Les célébrations des 19 et 20 juillet à Tōkei’in
Chaque année, le temple de Tōkei’in célèbre l’anniversaire de la mort de son troisième abbé, Taigan Sōbai, auquel tous ses temples affiliés font remonter leur lignée. Les festivités sont fameuses et connues dans la région sous le nom de la commémoration du fondateur (kaisanki). Taigan Sōbai mourut le 4 du sixième mois de la deuxième année de l’ère Bunki (1502) et depuis lors, les moines commémorent tous les ans cet anniversaire. Les célébrations devinrent vite populaires lorsqu’elles furent ouvertes au public, un rituel propitiatoire (kitō) étant offert pour l’occasion.
Il n’est pas habituel de célébrer le troisième abbé mais dans l’histoire de Tōkei’in, Sōbai est le véritable fondateur du temple, Jochū Tengin n’est le premier abbé qu’à titre honorifique et posthume et Sekisō Enchū, le second abbé confia immédiatement à Sōbai, le soin d’édifier le temple une fois que le domaine lui fut octroyé.
Une coutume locale
Lors de cette fête, il était de coutume de ramasser des pierres noires dans la rivière Kuzumigawa qui coule de la montagne pour en faire des pierres à feu. En 1841, l’écrivain Anitoshi Hananoi notait dans ses Mélanges de l’année kanoto-ushi :
Le quatre [du sixième mois]. Il fait beau. Aujourd’hui dans la localité de Kuzumi, c’est l’anniversaire du fondateur du temple de Kujūzan Tōkei’in. Beaucoup de moines sont réunis pour réciter les livres de la Grande Sagesse. Ce temple appartient à l’école sōtō et ses temples dépendants le dirigent chaque année par rotation. Il y a beaucoup de pèlerins. Dans cette vallée de Kuzumi on trouve des pierres noires que les gens ramassent. Comme pierre à feu, elles sont particulièrement efficaces. Dans le village de Yamazaki, on fabrique des konnyakus [des pains d’amidon extraits des tubercules d’une plante, l’amorphophallus] que les pèlerins achètent en souvenir. La plante pousse abondamment dans la montagne. À cause des dernières disettes, tout a été arraché et elle n’a pas encore bien repoussée. Cette plante croît facilement dans la terre sombre.

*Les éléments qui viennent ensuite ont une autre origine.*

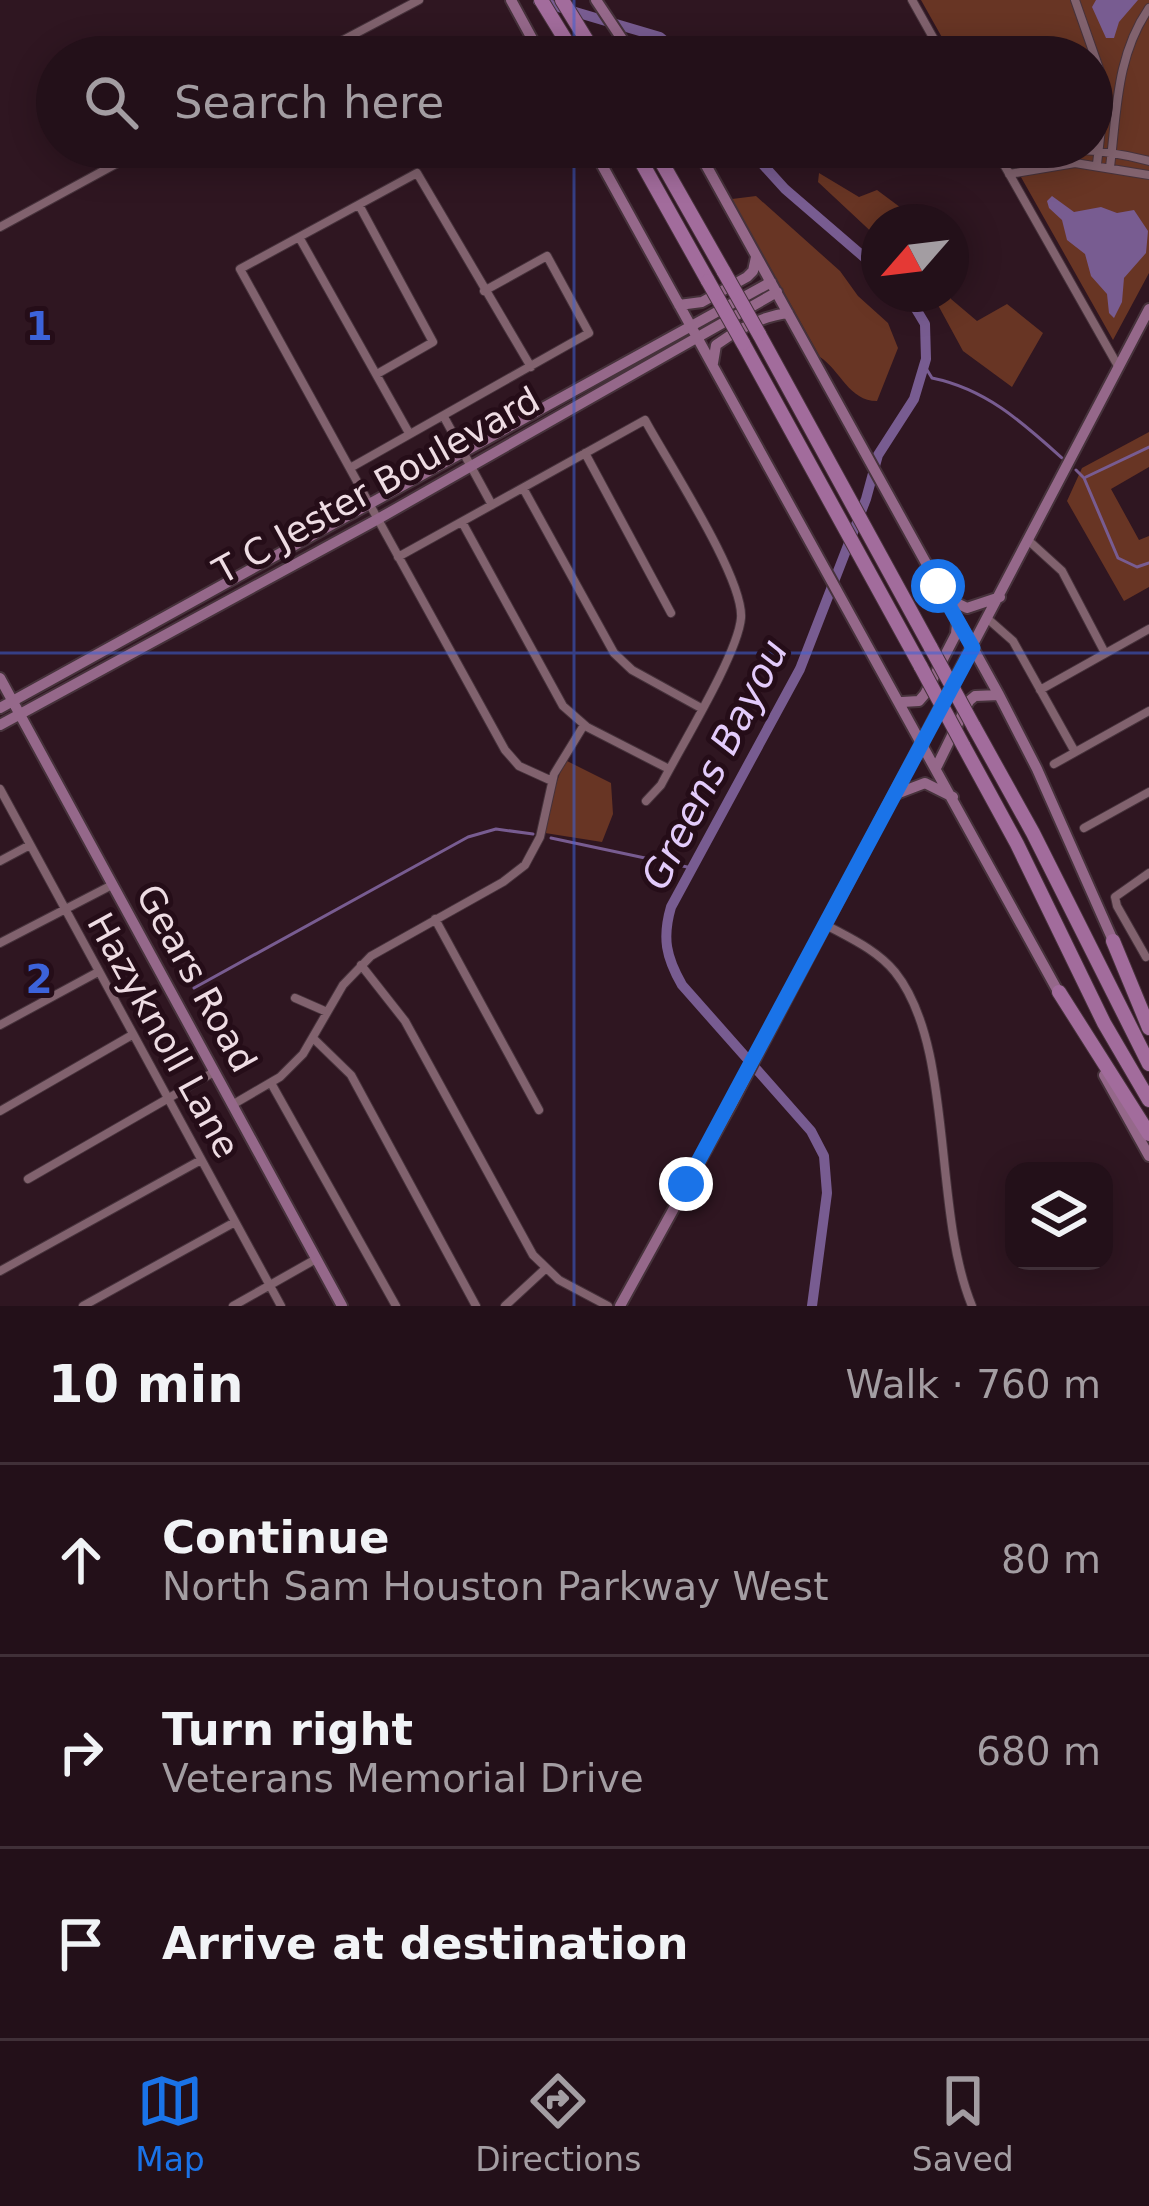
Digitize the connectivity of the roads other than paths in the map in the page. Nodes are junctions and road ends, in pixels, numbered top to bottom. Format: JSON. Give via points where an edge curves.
{"nodes":[{"id":1,"x":419,"y":0,"type":"edge"},
{"id":2,"x":511,"y":0,"type":"edge"},
{"id":3,"x":541,"y":0,"type":"edge"},
{"id":4,"x":562,"y":0,"type":"edge"},
{"id":5,"x":596,"y":0,"type":"edge"},
{"id":6,"x":912,"y":0,"type":"edge"},
{"id":7,"x":1076,"y":0,"type":"edge"},
{"id":8,"x":1149,"y":8,"type":"edge"},
{"id":9,"x":351,"y":36,"type":"edge"},
{"id":10,"x":530,"y":36,"type":"edge"},
{"id":11,"x":563,"y":36,"type":"edge"},
{"id":12,"x":584,"y":36,"type":"edge"},
{"id":13,"x":620,"y":36,"type":"edge"},
{"id":14,"x":932,"y":36,"type":"edge"},
{"id":15,"x":1088,"y":36,"type":"edge"},
{"id":16,"x":1115,"y":112,"type":"joint"},
{"id":17,"x":1113,"y":140,"type":"edge"},
{"id":18,"x":1113,"y":154,"type":"edge"},
{"id":19,"x":1149,"y":161,"type":"edge"},
{"id":20,"x":1113,"y":167,"type":"edge"},
{"id":21,"x":108,"y":168,"type":"edge"},
{"id":22,"x":604,"y":168,"type":"edge"},
{"id":23,"x":644,"y":168,"type":"edge"},
{"id":24,"x":665,"y":168,"type":"edge"},
{"id":25,"x":707,"y":168,"type":"edge"},
{"id":26,"x":1006,"y":168,"type":"edge"},
{"id":27,"x":1045,"y":168,"type":"edge"},
{"id":28,"x":1009,"y":174,"type":"junction"},
{"id":29,"x":1149,"y":176,"type":"edge"},
{"id":30,"x":359,"y":205,"type":"junction"},
{"id":31,"x":0,"y":227,"type":"edge"},
{"id":32,"x":299,"y":236,"type":"junction"},
{"id":33,"x":756,"y":255,"type":"junction"},
{"id":34,"x":774,"y":287,"type":"junction"},
{"id":35,"x":484,"y":291,"type":"junction"},
{"id":36,"x":679,"y":305,"type":"junction"},
{"id":37,"x":1149,"y":309,"type":"edge"},
{"id":38,"x":788,"y":313,"type":"junction"},
{"id":39,"x":694,"y":332,"type":"junction"},
{"id":40,"x":712,"y":365,"type":"junction"},
{"id":41,"x":531,"y":367,"type":"junction"},
{"id":42,"x":1119,"y":367,"type":"junction"},
{"id":43,"x":377,"y":374,"type":"junction"},
{"id":44,"x":554,"y":404,"type":"junction"},
{"id":45,"x":444,"y":416,"type":"junction"},
{"id":46,"x":561,"y":417,"type":"junction"},
{"id":47,"x":409,"y":433,"type":"junction"},
{"id":48,"x":464,"y":453,"type":"junction"},
{"id":49,"x":585,"y":453,"type":"junction"},
{"id":50,"x":471,"y":466,"type":"junction"},
{"id":51,"x":350,"y":468,"type":"junction"},
{"id":52,"x":523,"y":488,"type":"junction"},
{"id":53,"x":370,"y":505,"type":"junction"},
{"id":54,"x":492,"y":505,"type":"junction"},
{"id":55,"x":378,"y":519,"type":"junction"},
{"id":56,"x":461,"y":522,"type":"junction"},
{"id":57,"x":1029,"y":541,"type":"junction"},
{"id":58,"x":398,"y":557,"type":"junction"},
{"id":59,"x":223,"y":586,"type":"junction"},
{"id":60,"x":945,"y":597,"type":"junction"},
{"id":61,"x":1000,"y":597,"type":"junction"},
{"id":62,"x":230,"y":600,"type":"junction"},
{"id":63,"x":671,"y":614,"type":"dead end"},
{"id":64,"x":956,"y":619,"type":"junction"},
{"id":65,"x":988,"y":619,"type":"junction"},
{"id":66,"x":1149,"y":629,"type":"edge"},
{"id":67,"x":973,"y":648,"type":"junction"},
{"id":68,"x":105,"y":651,"type":"junction"},
{"id":69,"x":1106,"y":653,"type":"junction"},
{"id":70,"x":112,"y":664,"type":"junction"},
{"id":71,"x":0,"y":678,"type":"edge"},
{"id":72,"x":1040,"y":690,"type":"junction"},
{"id":73,"x":999,"y":695,"type":"junction"},
{"id":74,"x":13,"y":702,"type":"junction"},
{"id":75,"x":902,"y":702,"type":"junction"},
{"id":76,"x":701,"y":708,"type":"junction"},
{"id":77,"x":0,"y":709,"type":"edge"},
{"id":78,"x":1149,"y":711,"type":"edge"},
{"id":79,"x":20,"y":714,"type":"junction"},
{"id":80,"x":0,"y":725,"type":"edge"},
{"id":81,"x":584,"y":725,"type":"junction"},
{"id":82,"x":923,"y":742,"type":"junction"},
{"id":83,"x":1075,"y":752,"type":"junction"},
{"id":84,"x":1054,"y":764,"type":"dead end"},
{"id":85,"x":937,"y":766,"type":"junction"},
{"id":86,"x":669,"y":770,"type":"junction"},
{"id":87,"x":552,"y":781,"type":"junction"},
{"id":88,"x":0,"y":789,"type":"edge"},
{"id":89,"x":1149,"y":792,"type":"edge"},
{"id":90,"x":896,"y":794,"type":"junction"},
{"id":91,"x":953,"y":796,"type":"junction"},
{"id":92,"x":646,"y":801,"type":"dead end"},
{"id":93,"x":1084,"y":828,"type":"dead end"},
{"id":94,"x":30,"y":845,"type":"junction"},
{"id":95,"x":0,"y":861,"type":"edge"},
{"id":96,"x":1149,"y":873,"type":"edge"},
{"id":97,"x":112,"y":885,"type":"junction"},
{"id":98,"x":65,"y":910,"type":"junction"},
{"id":99,"x":435,"y":919,"type":"junction"},
{"id":100,"x":826,"y":925,"type":"junction"},
{"id":101,"x":1113,"y":941,"type":"junction"},
{"id":102,"x":0,"y":943,"type":"edge"},
{"id":103,"x":1144,"y":958,"type":"edge"},
{"id":104,"x":361,"y":965,"type":"junction"},
{"id":105,"x":98,"y":972,"type":"junction"},
{"id":106,"x":1059,"y":992,"type":"junction"},
{"id":107,"x":295,"y":998,"type":"dead end"},
{"id":108,"x":327,"y":1012,"type":"junction"},
{"id":109,"x":1149,"y":1014,"type":"edge"},
{"id":110,"x":1104,"y":1023,"type":"junction"},
{"id":111,"x":0,"y":1025,"type":"edge"},
{"id":112,"x":1149,"y":1028,"type":"edge"},
{"id":113,"x":132,"y":1035,"type":"junction"},
{"id":114,"x":314,"y":1039,"type":"junction"},
{"id":115,"x":1149,"y":1064,"type":"edge"},
{"id":116,"x":214,"y":1072,"type":"junction"},
{"id":117,"x":272,"y":1083,"type":"junction"},
{"id":118,"x":167,"y":1098,"type":"junction"},
{"id":119,"x":1149,"y":1100,"type":"edge"},
{"id":120,"x":232,"y":1105,"type":"junction"},
{"id":121,"x":539,"y":1110,"type":"dead end"},
{"id":122,"x":0,"y":1111,"type":"edge"},
{"id":123,"x":1149,"y":1120,"type":"edge"},
{"id":124,"x":1149,"y":1134,"type":"edge"},
{"id":125,"x":1149,"y":1156,"type":"edge"},
{"id":126,"x":201,"y":1160,"type":"junction"},
{"id":127,"x":28,"y":1179,"type":"dead end"},
{"id":128,"x":235,"y":1222,"type":"junction"},
{"id":129,"x":316,"y":1259,"type":"junction"},
{"id":130,"x":545,"y":1269,"type":"junction"},
{"id":131,"x":0,"y":1271,"type":"edge"},
{"id":132,"x":270,"y":1285,"type":"junction"},
{"id":133,"x":83,"y":1306,"type":"edge"},
{"id":134,"x":233,"y":1306,"type":"edge"},
{"id":135,"x":281,"y":1306,"type":"edge"},
{"id":136,"x":341,"y":1306,"type":"edge"},
{"id":137,"x":396,"y":1306,"type":"edge"},
{"id":138,"x":476,"y":1306,"type":"edge"},
{"id":139,"x":506,"y":1306,"type":"edge"},
{"id":140,"x":608,"y":1306,"type":"edge"},
{"id":141,"x":620,"y":1306,"type":"edge"},
{"id":142,"x":972,"y":1306,"type":"edge"}],
"edges":[{"from":1,"to":9,"type":"street"},
{"from":2,"to":10,"type":"main road"},
{"from":3,"to":11,"type":"highway"},
{"from":4,"to":12,"type":"highway"},
{"from":5,"to":13,"type":"main road"},
{"from":6,"to":14,"type":"street"},
{"from":7,"to":15,"type":"street"},
{"from":8,"to":16,"type":"street","via":[[1126,52]]},
{"from":16,"to":17,"type":"street"},
{"from":18,"to":19,"type":"street"},
{"from":20,"to":29,"type":"street"},
{"from":21,"to":31,"type":"street"},
{"from":22,"to":36,"type":"main road"},
{"from":23,"to":110,"type":"highway","bridge":true,"via":[[1017,844]]},
{"from":24,"to":115,"type":"highway","bridge":true,"via":[[1033,833]]},
{"from":25,"to":33,"type":"main road"},
{"from":26,"to":28,"type":"street"},
{"from":27,"to":28,"type":"street"},
{"from":28,"to":42,"type":"street"},
{"from":30,"to":32,"type":"street"},
{"from":30,"to":35,"type":"street","via":[[417,173]]},
{"from":30,"to":43,"type":"street","via":[[433,342]]},
{"from":32,"to":43,"type":"street"},
{"from":32,"to":51,"type":"street","via":[[240,269]]},
{"from":33,"to":34,"type":"main road"},
{"from":33,"to":36,"type":"main road","via":[[747,277]]},
{"from":34,"to":38,"type":"main road"},
{"from":34,"to":39,"type":"main road","name":"T C Jester Boulevard"},
{"from":35,"to":41,"type":"street"},
{"from":35,"to":41,"type":"street","via":[[548,256],[589,333]]},
{"from":36,"to":39,"type":"main road"},
{"from":37,"to":42,"type":"main road"},
{"from":38,"to":40,"type":"main road","via":[[723,339]]},
{"from":38,"to":60,"type":"main road"},
{"from":39,"to":40,"type":"main road"},
{"from":39,"to":44,"type":"main road","name":"T C Jester Boulevard"},
{"from":39,"to":46,"type":"main road","name":"T C Jester Boulevard"},
{"from":40,"to":75,"type":"main road"},
{"from":41,"to":45,"type":"street"},
{"from":42,"to":57,"type":"main road"},
{"from":43,"to":47,"type":"street"},
{"from":44,"to":46,"type":"main road"},
{"from":44,"to":48,"type":"main road","name":"T C Jester Boulevard"},
{"from":45,"to":47,"type":"street"},
{"from":45,"to":48,"type":"street"},
{"from":46,"to":50,"type":"main road","name":"T C Jester Boulevard"},
{"from":47,"to":51,"type":"street"},
{"from":48,"to":50,"type":"street"},
{"from":48,"to":53,"type":"main road","name":"T C Jester Boulevard"},
{"from":49,"to":52,"type":"street"},
{"from":49,"to":63,"type":"street"},
{"from":49,"to":76,"type":"street","via":[[645,420],[727,570],[740,602],[738,634]]},
{"from":50,"to":54,"type":"street"},
{"from":50,"to":55,"type":"main road","name":"T C Jester Boulevard"},
{"from":51,"to":53,"type":"street"},
{"from":52,"to":54,"type":"street"},
{"from":52,"to":76,"type":"street","via":[[614,653]]},
{"from":53,"to":55,"type":"street"},
{"from":53,"to":59,"type":"main road","name":"T C Jester Boulevard"},
{"from":54,"to":56,"type":"street"},
{"from":55,"to":58,"type":"street"},
{"from":55,"to":62,"type":"main road","name":"T C Jester Boulevard"},
{"from":56,"to":58,"type":"street"},
{"from":56,"to":81,"type":"street","via":[[558,699]]},
{"from":57,"to":61,"type":"main road"},
{"from":57,"to":69,"type":"street","via":[[1062,572]]},
{"from":58,"to":87,"type":"street","via":[[505,750]]},
{"from":59,"to":62,"type":"main road"},
{"from":59,"to":68,"type":"main road","name":"T C Jester Boulevard"},
{"from":60,"to":61,"type":"main road","via":[[967,608]]},
{"from":60,"to":64,"type":"main road"},
{"from":61,"to":65,"type":"main road"},
{"from":62,"to":70,"type":"main road","name":"T C Jester Boulevard"},
{"from":64,"to":67,"type":"main road"},
{"from":64,"to":75,"type":"main road","via":[[925,694]]},
{"from":65,"to":67,"type":"main road"},
{"from":65,"to":72,"type":"street","via":[[1013,641]]},
{"from":66,"to":69,"type":"street"},
{"from":67,"to":73,"type":"main road"},
{"from":67,"to":82,"type":"main road"},
{"from":68,"to":70,"type":"main road"},
{"from":68,"to":74,"type":"main road","name":"T C Jester Boulevard"},
{"from":69,"to":72,"type":"street"},
{"from":70,"to":79,"type":"main road","name":"T C Jester Boulevard"},
{"from":71,"to":74,"type":"main road","name":"Gears Road"},
{"from":72,"to":83,"type":"street"},
{"from":73,"to":85,"type":"main road","via":[[969,701]]},
{"from":73,"to":101,"type":"main road"},
{"from":74,"to":77,"type":"main road","name":"T C Jester Boulevard"},
{"from":74,"to":79,"type":"main road","name":"Gears Road"},
{"from":75,"to":82,"type":"main road"},
{"from":76,"to":86,"type":"street"},
{"from":78,"to":83,"type":"street"},
{"from":79,"to":80,"type":"main road","name":"T C Jester Boulevard"},
{"from":79,"to":97,"type":"main road","name":"Gears Road"},
{"from":81,"to":86,"type":"street"},
{"from":81,"to":87,"type":"street"},
{"from":82,"to":85,"type":"main road"},
{"from":82,"to":90,"type":"main road"},
{"from":83,"to":84,"type":"street"},
{"from":85,"to":91,"type":"main road"},
{"from":86,"to":92,"type":"street"},
{"from":87,"to":99,"type":"street","via":[[525,865]]},
{"from":88,"to":94,"type":"street","name":"Hazyknoll Lane"},
{"from":89,"to":93,"type":"street"},
{"from":90,"to":91,"type":"main road","via":[[925,783]]},
{"from":90,"to":100,"type":"main road"},
{"from":91,"to":106,"type":"main road"},
{"from":94,"to":95,"type":"street"},
{"from":94,"to":98,"type":"street","name":"Hazyknoll Lane"},
{"from":96,"to":103,"type":"street","via":[[1115,897]]},
{"from":97,"to":98,"type":"street"},
{"from":97,"to":116,"type":"main road","name":"Gears Road"},
{"from":98,"to":102,"type":"street"},
{"from":98,"to":105,"type":"street","name":"Hazyknoll Lane"},
{"from":99,"to":104,"type":"street"},
{"from":99,"to":121,"type":"street"},
{"from":100,"to":141,"type":"main road"},
{"from":100,"to":142,"type":"street","via":[[892,968],[922,1026],[950,1225]]},
{"from":101,"to":109,"type":"main road"},
{"from":101,"to":112,"type":"highway"},
{"from":104,"to":108,"type":"street"},
{"from":104,"to":130,"type":"street","via":[[405,1021]]},
{"from":105,"to":111,"type":"street"},
{"from":105,"to":113,"type":"street","name":"Hazyknoll Lane"},
{"from":106,"to":124,"type":"highway"},
{"from":106,"to":125,"type":"main road"},
{"from":107,"to":108,"type":"street"},
{"from":108,"to":114,"type":"street"},
{"from":110,"to":119,"type":"highway"},
{"from":110,"to":123,"type":"highway"},
{"from":113,"to":118,"type":"street","name":"Hazyknoll Lane"},
{"from":113,"to":122,"type":"street"},
{"from":114,"to":117,"type":"street"},
{"from":114,"to":138,"type":"street","via":[[351,1075]]},
{"from":116,"to":118,"type":"street"},
{"from":116,"to":120,"type":"main road","name":"Gears Road"},
{"from":117,"to":120,"type":"street"},
{"from":117,"to":137,"type":"street"},
{"from":118,"to":126,"type":"street","name":"Hazyknoll Lane"},
{"from":118,"to":127,"type":"street"},
{"from":120,"to":129,"type":"main road","name":"Gears Road"},
{"from":126,"to":128,"type":"street","name":"Hazyknoll Lane"},
{"from":126,"to":131,"type":"street"},
{"from":128,"to":132,"type":"street","name":"Hazyknoll Lane"},
{"from":128,"to":133,"type":"street"},
{"from":129,"to":132,"type":"street"},
{"from":129,"to":136,"type":"main road","name":"Gears Road"},
{"from":130,"to":139,"type":"street"},
{"from":130,"to":140,"type":"street"},
{"from":132,"to":134,"type":"street"},
{"from":132,"to":135,"type":"street","name":"Hazyknoll Lane"}]}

Une conversion inattendue…
Avec l’adoption du calendrier occidental durant l’époque de Meiji, le jour de la commémoration fut modifié et l’on adopta les dates des 19 et 20 juillet. On les choisit, non par correspondance exacte avec l’ancien calendrier luni-solaire, mais par pragmatisme : Les gardiens d’un pont à péage de la région tenaient un registre annuel du régime météorologique et l’on sélectionna les jours où le ciel était statistiquement le plus dégagé! Car les commémorations attiraient toutes les familles de la région. Elles étaient aussi importantes que les fêtes du nouvel an et celles des morts — tout devait donc être parfait! Et depuis, si par malheur il pleut ces jours-là, on dit que les bonzes ont commis quelques fautes qui leur ont attiré les foudres de Taigan Sōbai…
… Pour tous les fidèles
De l’époque Meiji jusqu’au début de l’ère Shōwa (dans les années 1930), les commémorations qui correspondaient à des travaux agricoles particuliers étaient fériées pour tous les villages alentours. Le 19 au soir, on se rassemblait dans l’enceinte du temple, on dansait et l’on chantait toute la nuit. Entre onze heures du soir et une heure du matin, les femmes galantes de la région entraient en grande tenue pour célébrer Aizen Myōō et Ususama Myōō, deux « rois de sciences » (myōō) à l’aspect courroucé. Il faut dire que le premier est le dieu de l’amour malgré son allure quelque peu diabolique. Depuis l’époque Edō, Aizen Myōō est considéré comme le saint patron du monde des plaisirs et le protecteur des femmes galantes. Ususama Myōō préserve, lui, des maladies gynécologiques… Le 20, les moines procédaient au grand rituel propitiatoire (daikitō) qui consiste à dérouler les rouleaux des livres bouddhiques de la Grande Sagesse (daihannyakyō). Chacun faisait alors des vœux pendant la cérémonie.
Encore aujourd’hui
La commémoration du fondateur reste une grande attraction de la région de Shizuoka. Le 20, les pélerins vont toujours réciter la formule rituelle »Suppression des impuretés! » (fujō nozoke) devant le pavillon d’Ususama Myōō, le gardien qui préserve de toutes les impuretés et autres pollutions. Ils rapporteront pour l’occasion un talisman (ofuda) d’Ususama Myōō qu’ils placeront sur un pilier de leurs propres toilettes. Traditionnellement, chaque pèlerin reçoit également des prunes séchées (umeboshi).